§ **Work item**: In the entries that follow, find each line with the word "Bixio" and copy it.

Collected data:
—————

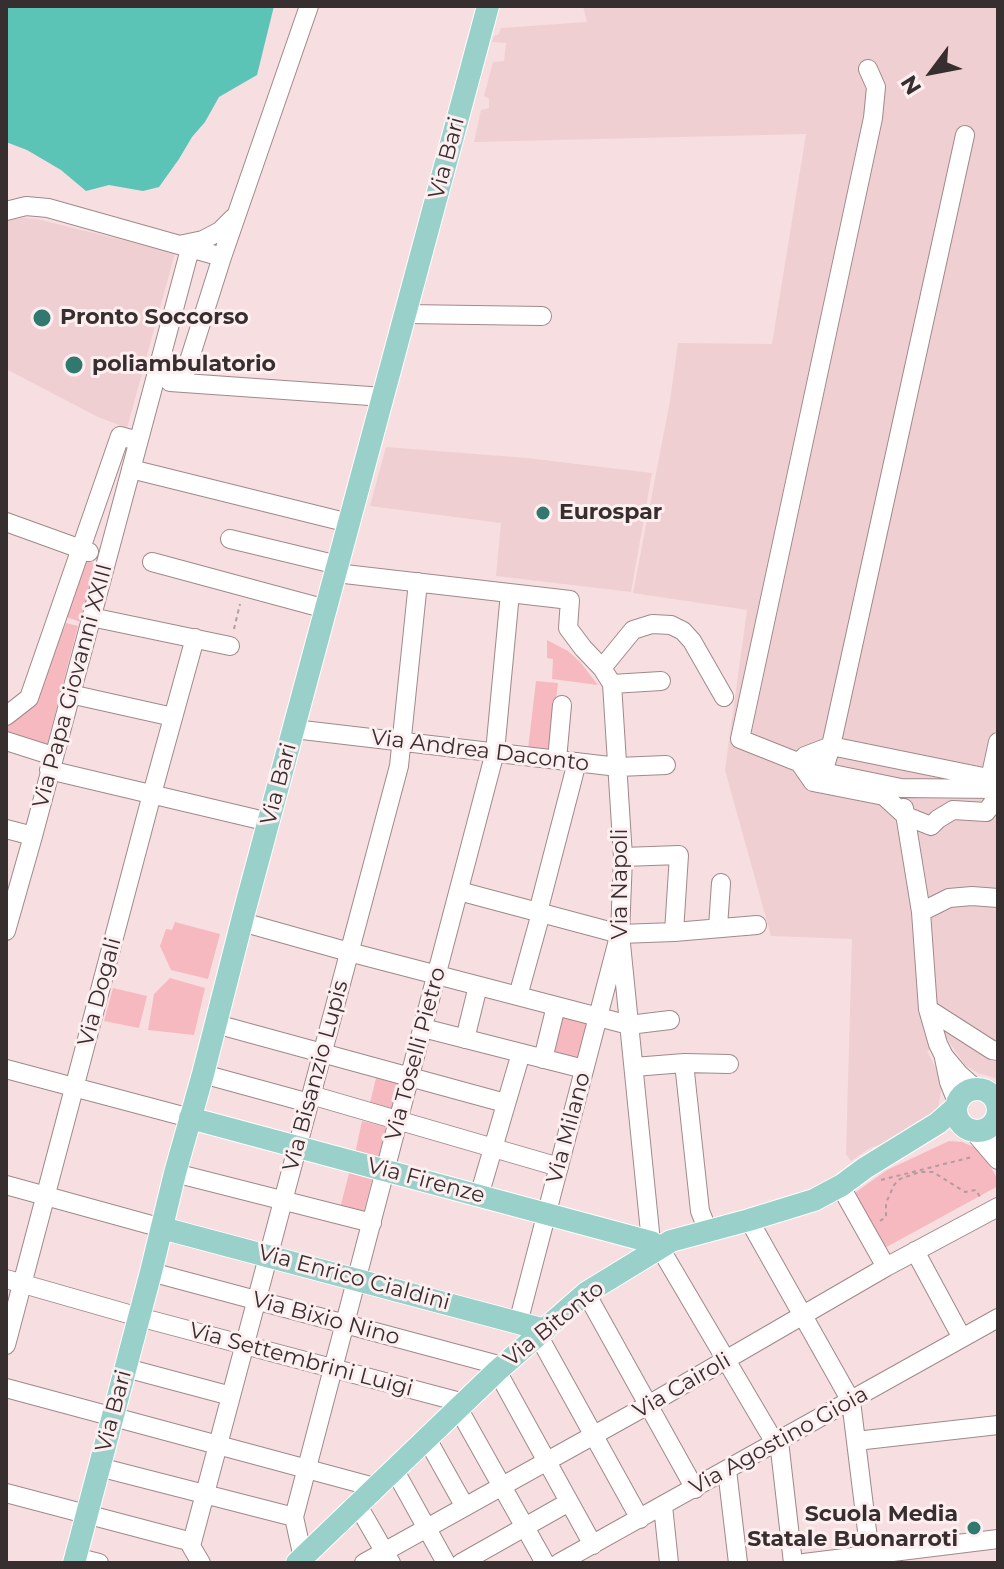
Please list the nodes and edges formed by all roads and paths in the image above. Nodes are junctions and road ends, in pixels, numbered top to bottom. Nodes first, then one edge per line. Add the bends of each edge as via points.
1 (309, 6) edge
2 (488, 6) edge
3 (868, 69) dead end
4 (965, 135) dead end
5 (6, 211) edge
6 (238, 213) junction
7 (184, 248) junction
8 (222, 257) junction
9 (406, 314) junction
10 (542, 316) dead end
11 (166, 337) junction
12 (193, 345) junction
13 (155, 380) junction
14 (182, 383) junction
15 (384, 397) junction
16 (138, 441) junction
17 (131, 469) junction
18 (100, 493) junction
19 (122, 502) junction
20 (6, 522) edge
21 (349, 523) junction
22 (230, 539) dead end
23 (80, 549) junction
24 (107, 558) junction
25 (152, 562) dead end
26 (337, 569) junction
27 (418, 582) junction
28 (244, 587) junction
29 (510, 593) junction
30 (326, 609) junction
31 (91, 617) junction
32 (195, 638) junction
33 (230, 646) joint
34 (607, 676) junction
35 (661, 681) dead end
36 (724, 697) dead end
37 (69, 699) junction
38 (562, 705) dead end
39 (6, 716) edge
40 (172, 722) junction
41 (294, 729) junction
42 (6, 741) edge
43 (402, 742) junction
44 (998, 742) edge
45 (831, 746) junction
46 (495, 752) junction
47 (557, 760) junction
48 (577, 762) junction
49 (799, 762) junction
50 (51, 763) junction
51 (666, 765) dead end
52 (618, 767) junction
53 (823, 772) junction
54 (993, 786) edge
55 (901, 788) junction
56 (152, 794) junction
57 (906, 816) junction
58 (269, 822) junction
59 (6, 829) edge
60 (33, 836) junction
61 (623, 857) junction
62 (721, 883) dead end
63 (459, 891) junction
64 (998, 898) edge
65 (540, 912) junction
66 (921, 912) junction
67 (242, 922) junction
68 (757, 925) dead end
69 (718, 927) junction
70 (6, 931) edge
71 (674, 932) junction
72 (620, 934) junction
73 (349, 952) junction
74 (437, 975) junction
75 (478, 986) junction
76 (518, 996) junction
77 (556, 1006) junction
78 (928, 1009) junction
79 (598, 1017) junction
80 (670, 1020) dead end
81 (216, 1024) junction
82 (629, 1025) junction
83 (423, 1028) junction
84 (465, 1039) junction
85 (941, 1050) junction
86 (998, 1051) edge
87 (323, 1053) junction
88 (521, 1053) junction
89 (543, 1059) junction
90 (684, 1063) junction
91 (729, 1064) dead end
92 (634, 1067) junction
93 (6, 1069) edge
94 (584, 1069) junction
95 (203, 1074) junction
96 (410, 1077) junction
97 (75, 1088) junction
98 (310, 1099) junction
99 (505, 1103) junction
100 (956, 1105) junction
101 (988, 1113) edge
102 (190, 1118) junction
103 (399, 1121) junction
104 (297, 1147) junction
105 (492, 1147) junction
106 (989, 1158) edge
107 (559, 1167) junction
108 (863, 1170) junction
109 (386, 1171) junction
110 (175, 1173) junction
111 (6, 1185) edge
112 (976, 1190) dead end
113 (46, 1196) junction
114 (479, 1196) junction
115 (846, 1196) dead end
116 (283, 1200) junction
117 (998, 1207) edge
118 (546, 1214) junction
119 (886, 1217) dead end
120 (749, 1220) junction
121 (372, 1223) junction
122 (162, 1228) junction
123 (708, 1231) junction
124 (656, 1245) junction
125 (915, 1251) junction
126 (268, 1255) junction
127 (886, 1267) junction
128 (151, 1272) junction
129 (357, 1279) junction
130 (14, 1281) edge
131 (586, 1293) junction
132 (256, 1300) junction
133 (803, 1316) junction
134 (139, 1317) junction
135 (998, 1318) edge
136 (518, 1323) junction
137 (345, 1324) junction
138 (542, 1333) junction
139 (7, 1338) edge
140 (962, 1338) junction
141 (244, 1345) junction
142 (727, 1360) junction
143 (126, 1368) junction
144 (333, 1368) junction
145 (500, 1369) junction
146 (6, 1388) edge
147 (231, 1396) junction
148 (851, 1401) junction
149 (648, 1405) junction
150 (461, 1406) junction
151 (112, 1416) junction
152 (998, 1425) edge
153 (593, 1436) junction
154 (427, 1439) junction
155 (856, 1441) junction
156 (777, 1442) junction
157 (218, 1445) junction
158 (547, 1461) junction
159 (99, 1467) junction
160 (307, 1469) junction
161 (394, 1469) junction
162 (727, 1470) junction
163 (502, 1486) junction
164 (374, 1487) junction
165 (695, 1489) junction
166 (6, 1493) edge
167 (205, 1494) junction
168 (569, 1502) junction
169 (357, 1504) junction
170 (663, 1506) junction
171 (465, 1507) junction
172 (86, 1515) junction
173 (294, 1517) junction
174 (640, 1519) junction
175 (525, 1527) junction
176 (427, 1528) junction
177 (998, 1539) edge
178 (192, 1542) junction
179 (596, 1550) edge
180 (388, 1557) edge
181 (871, 1559) edge
182 (74, 1560) edge
183 (302, 1561) edge
184 (99, 1563) edge
185 (201, 1563) edge
186 (364, 1563) edge
187 (446, 1563) edge
188 (461, 1563) edge
189 (545, 1563) edge
190 (559, 1563) edge
191 (669, 1563) edge
192 (738, 1563) edge
193 (793, 1563) edge
194 (804, 1563) edge

1 - 6 street
2 - 9 main road, Via Bari
3 - 49 street via 876,87 873,118 740,739
4 - 45 street
5 - 7 street via 48,208
6 - 7 street via 220,231
6 - 8 street
7 - 8 street
7 - 11 street, Via Papa Giovanni XXIII
8 - 12 street
9 - 10 street
9 - 15 main road, Via Bari
11 - 12 street
11 - 13 street, Via Papa Giovanni XXIII
12 - 14 street
13 - 14 street
13 - 16 street, Via Papa Giovanni XXIII
14 - 15 street
15 - 21 main road, Via Bari
16 - 17 street, Via Papa Giovanni XXIII
16 - 18 street, Via Papa Giovanni XXIII via 120,436
17 - 19 street, Via Papa Giovanni XXIII
17 - 21 street
18 - 19 street
18 - 23 street, Via Papa Giovanni XXIII
19 - 24 street, Via Papa Giovanni XXIII
20 - 23 street
21 - 26 main road, Via Bari
22 - 26 street
23 - 24 street
23 - 39 street, Via Papa Giovanni XXIII via 29,698
24 - 31 street, Via Papa Giovanni XXIII
25 - 28 street
26 - 27 street
26 - 30 main road, Via Bari
27 - 29 street
27 - 43 street, Via Bisanzio Lupis
28 - 30 street
28 - 33 path
29 - 34 street via 570,600 568,628
29 - 46 street, Via Toselli Pietro
30 - 41 main road, Via Bari
31 - 32 street
31 - 37 street, Via Papa Giovanni XXIII
32 - 33 street
32 - 40 street, Via Dogali
34 - 35 street
34 - 36 street via 633,630 671,625 692,641
34 - 52 street, Via Napoli
37 - 40 street
37 - 50 street, Via Papa Giovanni XXIII
38 - 47 street
40 - 56 street, Via Dogali
41 - 43 street, Via Andrea Daconto
41 - 58 main road, Via Bari
42 - 50 street
43 - 46 street, Via Andrea Daconto
43 - 73 street, Via Bisanzio Lupis
44 - 54 street
45 - 49 street
45 - 53 street
45 - 54 street
46 - 47 street, Via Andrea Daconto
46 - 63 street, Via Toselli Pietro
47 - 48 street, Via Andrea Daconto
48 - 52 street, Via Andrea Daconto
48 - 65 street
49 - 53 street
49 - 57 street via 813,782 884,796
50 - 56 street
50 - 60 street, Via Papa Giovanni XXIII
51 - 52 street, Via Andrea Daconto
52 - 61 street, Via Napoli
53 - 55 street
54 - 55 street
54 - 57 street via 993,803 986,812 953,810 931,826
55 - 57 street
56 - 58 street
56 - 97 street, Via Dogali
57 - 66 street
58 - 67 main road, Via Bari
59 - 60 street
60 - 70 street, Via Papa Giovanni XXIII
61 - 71 street via 679,855
61 - 72 street, Via Napoli
62 - 69 street
63 - 65 street
63 - 74 street, Via Toselli Pietro
64 - 66 street via 949,898
65 - 72 street
65 - 76 street
66 - 78 street
67 - 73 street
67 - 81 main road, Via Bari
68 - 69 street
69 - 71 street
71 - 72 street
72 - 79 street, Via Milano
72 - 82 street, Via Napoli
73 - 74 street
73 - 87 street, Via Bisanzio Lupis
74 - 75 street
74 - 83 street, Via Toselli Pietro
75 - 76 street
75 - 84 street
76 - 77 street
77 - 79 street
77 - 89 street
78 - 85 street
78 - 86 street
79 - 82 street
79 - 94 street, Via Milano
80 - 82 street
81 - 87 street
81 - 95 main road, Via Bari
82 - 92 street, Via Napoli
83 - 84 street
83 - 96 street, Via Toselli Pietro
84 - 88 street
85 - 100 street
85 - 101 street
87 - 96 street
87 - 98 street, Via Bisanzio Lupis
88 - 89 street
88 - 99 street
89 - 94 street
90 - 91 street
90 - 92 street
90 - 123 street via 700,1211
92 - 124 street, Via Napoli
93 - 97 street
94 - 107 street, Via Milano
95 - 98 street
95 - 102 main road, Via Bari
96 - 99 street
96 - 103 street, Via Toselli Pietro
97 - 102 street
97 - 113 street, Via Dogali
98 - 103 street
98 - 104 street, Via Bisanzio Lupis
99 - 105 street
100 - 101 main road, Via Bitonto via 964,1092
100 - 108 main road, Via Bitonto via 938,1123
101 - 106 street
101 - 108 main road, Via Bitonto
102 - 104 main road, Via Firenze
102 - 110 main road, Via Bari
103 - 105 street
103 - 109 street, Via Toselli Pietro
104 - 109 main road, Via Firenze
104 - 116 street, Via Bisanzio Lupis
105 - 107 street
105 - 114 street
106 - 108 path via 869,1185
107 - 118 street, Via Milano
108 - 120 main road, Via Bitonto via 814,1200
109 - 114 main road, Via Firenze
109 - 121 street, Via Toselli Pietro
110 - 116 street
110 - 122 main road, Via Bari
111 - 113 street
112 - 119 path via 960,1190 933,1172 910,1174 894,1185
113 - 122 street
113 - 130 street, Via Dogali
114 - 118 main road, Via Firenze
115 - 127 street
116 - 121 street
116 - 126 street, Via Bisanzio Lupis
117 - 125 street, Via Cairoli
118 - 124 main road, Via Firenze
118 - 136 street, Via Milano
120 - 123 main road, Via Bitonto
120 - 133 street
121 - 129 street, Via Toselli Pietro
122 - 126 main road, Via Enrico Cialdini
122 - 128 main road, Via Bari
123 - 124 main road, Via Bitonto
124 - 131 main road, Via Bitonto
124 - 142 street
125 - 127 street, Via Cairoli
125 - 140 street
126 - 129 main road, Via Enrico Cialdini
126 - 132 street, Via Bisanzio Lupis
127 - 133 street, Via Cairoli
128 - 132 street, Via Bixio Nino
128 - 134 main road, Via Bari
129 - 136 main road, Via Enrico Cialdini
129 - 137 street, Via Toselli Pietro
130 - 134 street, Via Settembrini Luigi
130 - 139 street, Via Dogali
131 - 138 main road, Via Bitonto
131 - 149 street
132 - 137 street, Via Bixio Nino
132 - 141 street, Via Bisanzio Lupis
133 - 142 street, Via Cairoli
133 - 148 street
134 - 141 street, Via Settembrini Luigi
134 - 143 main road, Via Bari
135 - 140 street, Via Agostino Gioia
136 - 138 main road, Via Enrico Cialdini
137 - 144 street, Via Toselli Pietro
137 - 145 street, Via Bixio Nino
138 - 145 main road, Via Bitonto
138 - 153 street
140 - 148 street, Via Agostino Gioia
141 - 144 street, Via Settembrini Luigi
141 - 147 street, Via Bisanzio Lupis
142 - 149 street, Via Cairoli
142 - 156 street
143 - 147 street
143 - 151 main road, Via Bari
144 - 150 street, Via Settembrini Luigi
144 - 160 street, Via Toselli Pietro
145 - 150 main road, Via Bitonto
145 - 158 street
146 - 151 street
147 - 157 street, Via Bisanzio Lupis
148 - 155 street
148 - 156 street, Via Agostino Gioia
149 - 153 street, Via Cairoli
149 - 165 street
150 - 154 main road, Via Bitonto
150 - 163 street
151 - 157 street
151 - 159 main road, Via Bari
152 - 155 street
153 - 158 street, Via Cairoli
153 - 174 street
154 - 161 main road, Via Bitonto
154 - 171 street
155 - 181 street
156 - 162 street, Via Agostino Gioia
156 - 193 street
157 - 160 street
157 - 167 street, Via Bisanzio Lupis
158 - 163 street, Via Cairoli
158 - 168 street
159 - 167 street
159 - 172 main road, Via Bari
160 - 164 street
160 - 173 street, Via Toselli Pietro
161 - 164 main road, Via Bitonto
161 - 176 street
162 - 165 street, Via Agostino Gioia
162 - 192 street
163 - 171 street, Via Cairoli
163 - 175 street
164 - 169 main road, Via Bitonto
165 - 170 street, Via Agostino Gioia
166 - 172 street
167 - 173 street
167 - 178 street, Via Bisanzio Lupis
168 - 175 street
168 - 179 street
169 - 180 street
169 - 183 main road, Via Bitonto
170 - 174 street, Via Agostino Gioia
170 - 191 street
171 - 176 street, Via Cairoli
172 - 178 street
172 - 182 main road, Via Bari
173 - 183 street, Via Toselli Pietro
174 - 179 street, Via Agostino Gioia
175 - 188 street
175 - 189 street
176 - 180 street, Via Cairoli
176 - 187 street
177 - 181 street
178 - 185 street
179 - 190 street, Via Agostino Gioia
180 - 186 street, Via Cairoli
181 - 194 street
182 - 184 street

—————

§ **Solution for this problem**:
128 - 132 street, Via Bixio Nino
132 - 137 street, Via Bixio Nino
137 - 145 street, Via Bixio Nino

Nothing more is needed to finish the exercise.